Monday, October 03, 2011

The Blind Date (2010)

(Patrick McCarthy, US 2010) D, P, SC, DP, ED: Patrick McCarthy; cast: Patrick McCarthy (a tramp), Duke Fairchild (fisherman), James Gavin (hobo, thief), Scott Largen (guy on phone), Vince Keung (online lover), Nico Salinas (boy at play), Jamie Smith (police officer), Lorelle Stephanski (damsel); DVD, 7’ (24 fps); from: Patrick McCarthy, Los Angeles. English intertitles. Viewed at Teatro Verdi, Le Giornate del Cinema Muto, Pordenone, e-subtitles in Italian, grand piano: Donald Sosin, 3 Oct 2011.

David Robinson (GCM Catalogue): "It is the supreme audacity to try to imitate Charles Chaplin – particularly if you are 6 feet 2, wear size 12 shoes, and do not share a single physical feature with the Little Tramp.
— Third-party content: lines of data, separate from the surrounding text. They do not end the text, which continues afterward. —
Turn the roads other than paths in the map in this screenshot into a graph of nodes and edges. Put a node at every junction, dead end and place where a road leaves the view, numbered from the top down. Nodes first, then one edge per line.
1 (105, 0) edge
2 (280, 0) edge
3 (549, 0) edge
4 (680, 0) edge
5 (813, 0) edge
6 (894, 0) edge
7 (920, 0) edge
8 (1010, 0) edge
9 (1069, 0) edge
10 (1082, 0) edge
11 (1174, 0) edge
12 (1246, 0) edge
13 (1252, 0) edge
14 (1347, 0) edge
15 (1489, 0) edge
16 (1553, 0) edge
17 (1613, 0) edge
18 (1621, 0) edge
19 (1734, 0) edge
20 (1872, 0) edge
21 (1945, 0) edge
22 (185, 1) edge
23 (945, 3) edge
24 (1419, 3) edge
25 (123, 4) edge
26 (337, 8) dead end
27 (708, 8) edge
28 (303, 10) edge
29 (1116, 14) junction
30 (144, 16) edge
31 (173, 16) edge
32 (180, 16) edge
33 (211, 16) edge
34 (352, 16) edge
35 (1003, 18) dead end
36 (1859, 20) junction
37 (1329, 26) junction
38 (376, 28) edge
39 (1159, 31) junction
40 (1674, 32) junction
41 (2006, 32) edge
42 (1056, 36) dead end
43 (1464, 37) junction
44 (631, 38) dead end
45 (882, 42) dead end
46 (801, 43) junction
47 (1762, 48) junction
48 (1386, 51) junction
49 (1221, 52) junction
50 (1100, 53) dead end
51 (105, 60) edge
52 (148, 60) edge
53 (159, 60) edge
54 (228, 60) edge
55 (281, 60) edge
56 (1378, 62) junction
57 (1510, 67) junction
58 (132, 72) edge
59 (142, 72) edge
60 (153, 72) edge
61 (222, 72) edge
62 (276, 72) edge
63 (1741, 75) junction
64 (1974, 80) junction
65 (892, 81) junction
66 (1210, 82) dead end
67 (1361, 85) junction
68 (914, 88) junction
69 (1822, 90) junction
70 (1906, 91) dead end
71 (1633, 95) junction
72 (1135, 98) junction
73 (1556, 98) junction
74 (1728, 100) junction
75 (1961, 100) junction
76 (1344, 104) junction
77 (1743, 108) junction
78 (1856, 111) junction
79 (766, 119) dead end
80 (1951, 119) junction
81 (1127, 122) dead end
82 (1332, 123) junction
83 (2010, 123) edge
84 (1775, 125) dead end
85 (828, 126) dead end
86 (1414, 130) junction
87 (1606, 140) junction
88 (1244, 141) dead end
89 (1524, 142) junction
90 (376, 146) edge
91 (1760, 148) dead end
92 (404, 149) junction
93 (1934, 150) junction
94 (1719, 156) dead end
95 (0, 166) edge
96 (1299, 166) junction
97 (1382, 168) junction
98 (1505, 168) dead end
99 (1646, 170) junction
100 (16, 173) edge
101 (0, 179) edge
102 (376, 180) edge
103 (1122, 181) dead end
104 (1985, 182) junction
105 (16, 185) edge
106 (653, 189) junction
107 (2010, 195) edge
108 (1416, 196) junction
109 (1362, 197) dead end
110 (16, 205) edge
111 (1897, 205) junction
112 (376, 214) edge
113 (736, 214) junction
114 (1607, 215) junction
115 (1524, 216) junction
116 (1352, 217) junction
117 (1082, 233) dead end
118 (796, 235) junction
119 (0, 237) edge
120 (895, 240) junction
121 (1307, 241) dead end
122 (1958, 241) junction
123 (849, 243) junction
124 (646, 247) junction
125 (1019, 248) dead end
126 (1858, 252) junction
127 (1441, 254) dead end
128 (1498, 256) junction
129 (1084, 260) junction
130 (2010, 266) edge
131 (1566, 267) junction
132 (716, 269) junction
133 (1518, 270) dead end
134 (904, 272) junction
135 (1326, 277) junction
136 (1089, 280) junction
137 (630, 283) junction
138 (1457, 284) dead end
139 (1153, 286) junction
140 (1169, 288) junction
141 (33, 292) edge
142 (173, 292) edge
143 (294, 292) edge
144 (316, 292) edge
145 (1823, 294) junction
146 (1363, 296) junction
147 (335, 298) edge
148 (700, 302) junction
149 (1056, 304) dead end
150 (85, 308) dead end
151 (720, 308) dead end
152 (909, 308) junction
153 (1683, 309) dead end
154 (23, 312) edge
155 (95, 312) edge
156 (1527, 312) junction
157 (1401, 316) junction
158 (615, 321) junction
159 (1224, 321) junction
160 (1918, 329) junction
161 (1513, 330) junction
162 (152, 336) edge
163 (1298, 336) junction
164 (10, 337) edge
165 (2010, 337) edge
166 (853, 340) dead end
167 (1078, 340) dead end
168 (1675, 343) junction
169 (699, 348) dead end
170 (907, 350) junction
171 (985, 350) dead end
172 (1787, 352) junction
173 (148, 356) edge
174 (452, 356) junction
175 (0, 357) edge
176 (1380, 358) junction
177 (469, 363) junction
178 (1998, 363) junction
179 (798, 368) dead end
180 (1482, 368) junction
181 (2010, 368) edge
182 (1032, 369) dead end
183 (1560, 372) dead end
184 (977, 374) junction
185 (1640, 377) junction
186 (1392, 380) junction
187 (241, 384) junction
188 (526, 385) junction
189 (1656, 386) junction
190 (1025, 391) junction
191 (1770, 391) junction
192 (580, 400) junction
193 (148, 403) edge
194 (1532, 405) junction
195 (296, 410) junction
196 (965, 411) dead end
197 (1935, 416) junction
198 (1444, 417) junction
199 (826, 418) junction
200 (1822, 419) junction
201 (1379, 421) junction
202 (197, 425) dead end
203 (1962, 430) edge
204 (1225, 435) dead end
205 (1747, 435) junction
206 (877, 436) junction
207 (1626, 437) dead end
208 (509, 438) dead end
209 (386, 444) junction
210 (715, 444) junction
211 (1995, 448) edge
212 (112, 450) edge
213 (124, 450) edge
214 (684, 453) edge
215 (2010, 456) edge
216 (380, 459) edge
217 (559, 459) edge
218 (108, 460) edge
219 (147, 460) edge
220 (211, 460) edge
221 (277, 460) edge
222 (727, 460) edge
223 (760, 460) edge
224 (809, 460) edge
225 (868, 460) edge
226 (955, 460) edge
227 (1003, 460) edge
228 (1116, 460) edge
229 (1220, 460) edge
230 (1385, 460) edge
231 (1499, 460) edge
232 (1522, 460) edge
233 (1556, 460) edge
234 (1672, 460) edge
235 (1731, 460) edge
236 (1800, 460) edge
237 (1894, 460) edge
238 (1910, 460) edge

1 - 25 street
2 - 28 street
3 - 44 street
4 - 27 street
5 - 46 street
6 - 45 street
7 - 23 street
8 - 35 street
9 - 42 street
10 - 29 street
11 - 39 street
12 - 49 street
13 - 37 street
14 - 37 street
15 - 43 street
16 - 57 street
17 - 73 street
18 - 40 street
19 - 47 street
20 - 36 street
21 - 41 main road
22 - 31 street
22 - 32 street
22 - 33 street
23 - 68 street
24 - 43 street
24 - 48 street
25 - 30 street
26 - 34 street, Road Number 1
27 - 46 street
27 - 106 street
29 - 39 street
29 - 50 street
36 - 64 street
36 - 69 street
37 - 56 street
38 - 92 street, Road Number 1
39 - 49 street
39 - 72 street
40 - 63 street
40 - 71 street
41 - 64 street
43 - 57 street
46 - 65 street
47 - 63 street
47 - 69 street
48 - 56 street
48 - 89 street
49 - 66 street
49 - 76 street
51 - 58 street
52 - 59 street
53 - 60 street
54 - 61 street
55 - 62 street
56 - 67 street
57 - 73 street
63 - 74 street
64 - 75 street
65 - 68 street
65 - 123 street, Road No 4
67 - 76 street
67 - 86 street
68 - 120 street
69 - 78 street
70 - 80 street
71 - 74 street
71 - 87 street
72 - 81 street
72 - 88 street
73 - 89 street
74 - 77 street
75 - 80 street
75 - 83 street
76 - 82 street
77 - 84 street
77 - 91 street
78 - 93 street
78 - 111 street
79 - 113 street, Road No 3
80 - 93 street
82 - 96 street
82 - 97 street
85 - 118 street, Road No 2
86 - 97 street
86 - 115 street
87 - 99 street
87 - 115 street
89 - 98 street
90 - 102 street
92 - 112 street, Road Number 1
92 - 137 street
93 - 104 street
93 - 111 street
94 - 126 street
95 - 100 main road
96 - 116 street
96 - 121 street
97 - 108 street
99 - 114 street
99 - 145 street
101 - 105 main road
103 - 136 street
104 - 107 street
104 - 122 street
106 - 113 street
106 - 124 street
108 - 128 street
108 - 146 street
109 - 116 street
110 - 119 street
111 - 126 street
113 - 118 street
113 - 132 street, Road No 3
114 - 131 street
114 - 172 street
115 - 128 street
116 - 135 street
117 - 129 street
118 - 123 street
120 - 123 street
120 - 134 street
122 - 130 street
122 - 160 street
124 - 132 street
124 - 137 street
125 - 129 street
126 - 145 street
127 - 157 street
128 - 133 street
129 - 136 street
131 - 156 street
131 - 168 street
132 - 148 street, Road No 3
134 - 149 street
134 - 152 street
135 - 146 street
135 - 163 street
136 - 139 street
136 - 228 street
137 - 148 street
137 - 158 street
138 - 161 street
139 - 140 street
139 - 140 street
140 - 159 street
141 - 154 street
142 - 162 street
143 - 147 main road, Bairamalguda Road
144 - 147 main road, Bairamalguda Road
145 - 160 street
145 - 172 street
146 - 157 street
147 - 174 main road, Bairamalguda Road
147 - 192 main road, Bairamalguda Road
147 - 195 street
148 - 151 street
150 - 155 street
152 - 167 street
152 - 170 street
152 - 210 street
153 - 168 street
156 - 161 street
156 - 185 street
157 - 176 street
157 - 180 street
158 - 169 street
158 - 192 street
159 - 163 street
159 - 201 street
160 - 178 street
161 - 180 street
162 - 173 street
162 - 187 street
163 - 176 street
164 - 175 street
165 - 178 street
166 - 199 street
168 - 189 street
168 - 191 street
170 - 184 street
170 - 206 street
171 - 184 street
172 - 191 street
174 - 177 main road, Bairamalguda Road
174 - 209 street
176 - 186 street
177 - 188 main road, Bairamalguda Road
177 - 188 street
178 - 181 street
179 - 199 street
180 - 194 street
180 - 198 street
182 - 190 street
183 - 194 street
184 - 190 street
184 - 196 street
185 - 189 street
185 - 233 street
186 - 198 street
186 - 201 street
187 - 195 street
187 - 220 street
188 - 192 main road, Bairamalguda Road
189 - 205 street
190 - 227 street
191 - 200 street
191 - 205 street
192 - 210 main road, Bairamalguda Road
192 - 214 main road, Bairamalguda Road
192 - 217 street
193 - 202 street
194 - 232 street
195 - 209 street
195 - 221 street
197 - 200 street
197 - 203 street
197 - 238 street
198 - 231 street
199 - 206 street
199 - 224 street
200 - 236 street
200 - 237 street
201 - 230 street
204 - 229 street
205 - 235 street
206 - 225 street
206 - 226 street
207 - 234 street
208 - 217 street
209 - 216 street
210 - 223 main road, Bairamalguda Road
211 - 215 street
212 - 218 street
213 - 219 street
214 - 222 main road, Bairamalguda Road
Patrick McCarthy takes the chance, and gets away with it, thanks to the Chaplinesque innocence he brings to his hero, and the intriguing idea of transporting the unwitting Little Tramp through time to the world of cell-phones and online dating. McCarthy’s ultimate test came when the film was premiered for last year’s scholarly and critical International Chaplin Conference in Zanesville, Ohio. Disarmed, they cheered without reserve." – DAVID ROBINSON

Patrick McCarthy writes: “As someone trying to be a filmmaker, I learned about the great minds that laid the groundwork for cinema as we know it today. When I discovered Chaplin, he embodied everything I try to be as a person and as a filmmaker. I had such a grand appreciation for what he did and how he did it, that I felt it would be impossible to move on and make my own mark on cinema without first paying tribute to him. So, this short film transposes his most famous tramp character into society as I know and see it today.The tramp character still exists in a silent world because it gives him the most universal voice.And I could imagine no greater pleasure than developing a silent film around one of the most transcendent characters of all time.
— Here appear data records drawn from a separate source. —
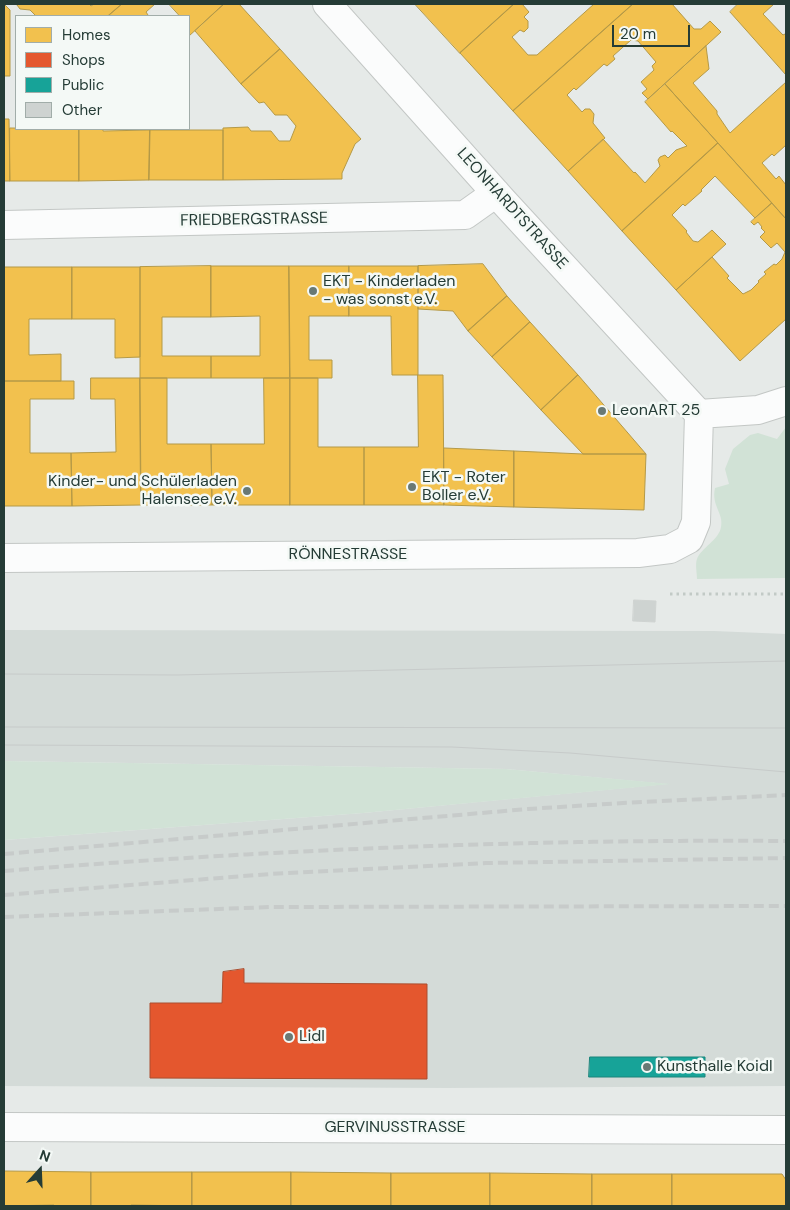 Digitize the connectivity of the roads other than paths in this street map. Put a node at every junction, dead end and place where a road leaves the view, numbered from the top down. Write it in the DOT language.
graph roads {
  1 [pos="327,4"];
  2 [pos="496,193"];
  3 [pos="4,225"];
  4 [pos="786,401"];
  5 [pos="699,414"];
  6 [pos="4,558"];
  7 [pos="4,1127"];
  8 [pos="786,1130"];
  1 -- 2 [label="street, LEONHARDTSTRASSE"];
  2 -- 3 [label="street, FRIEDBERGSTRASSE"];
  2 -- 5 [label="street, LEONHARDTSTRASSE"];
  4 -- 5 [label="street"];
  5 -- 6 [label="street, RÖNNESTRASSE"];
  7 -- 8 [label="street, GERVINUSSTRASSE"];
}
AA: It should be impossible with the tall Patrick McCarthy, but somehow it works, and the Chaplin spirit is alive here. "Need a job?" There are affinities with the simplest Chaplin Keystone shorts such as Getting Acquainted. There is a park, a policeman, a fisherman, and as modern touches, an online lover and his date. The flower is their marker.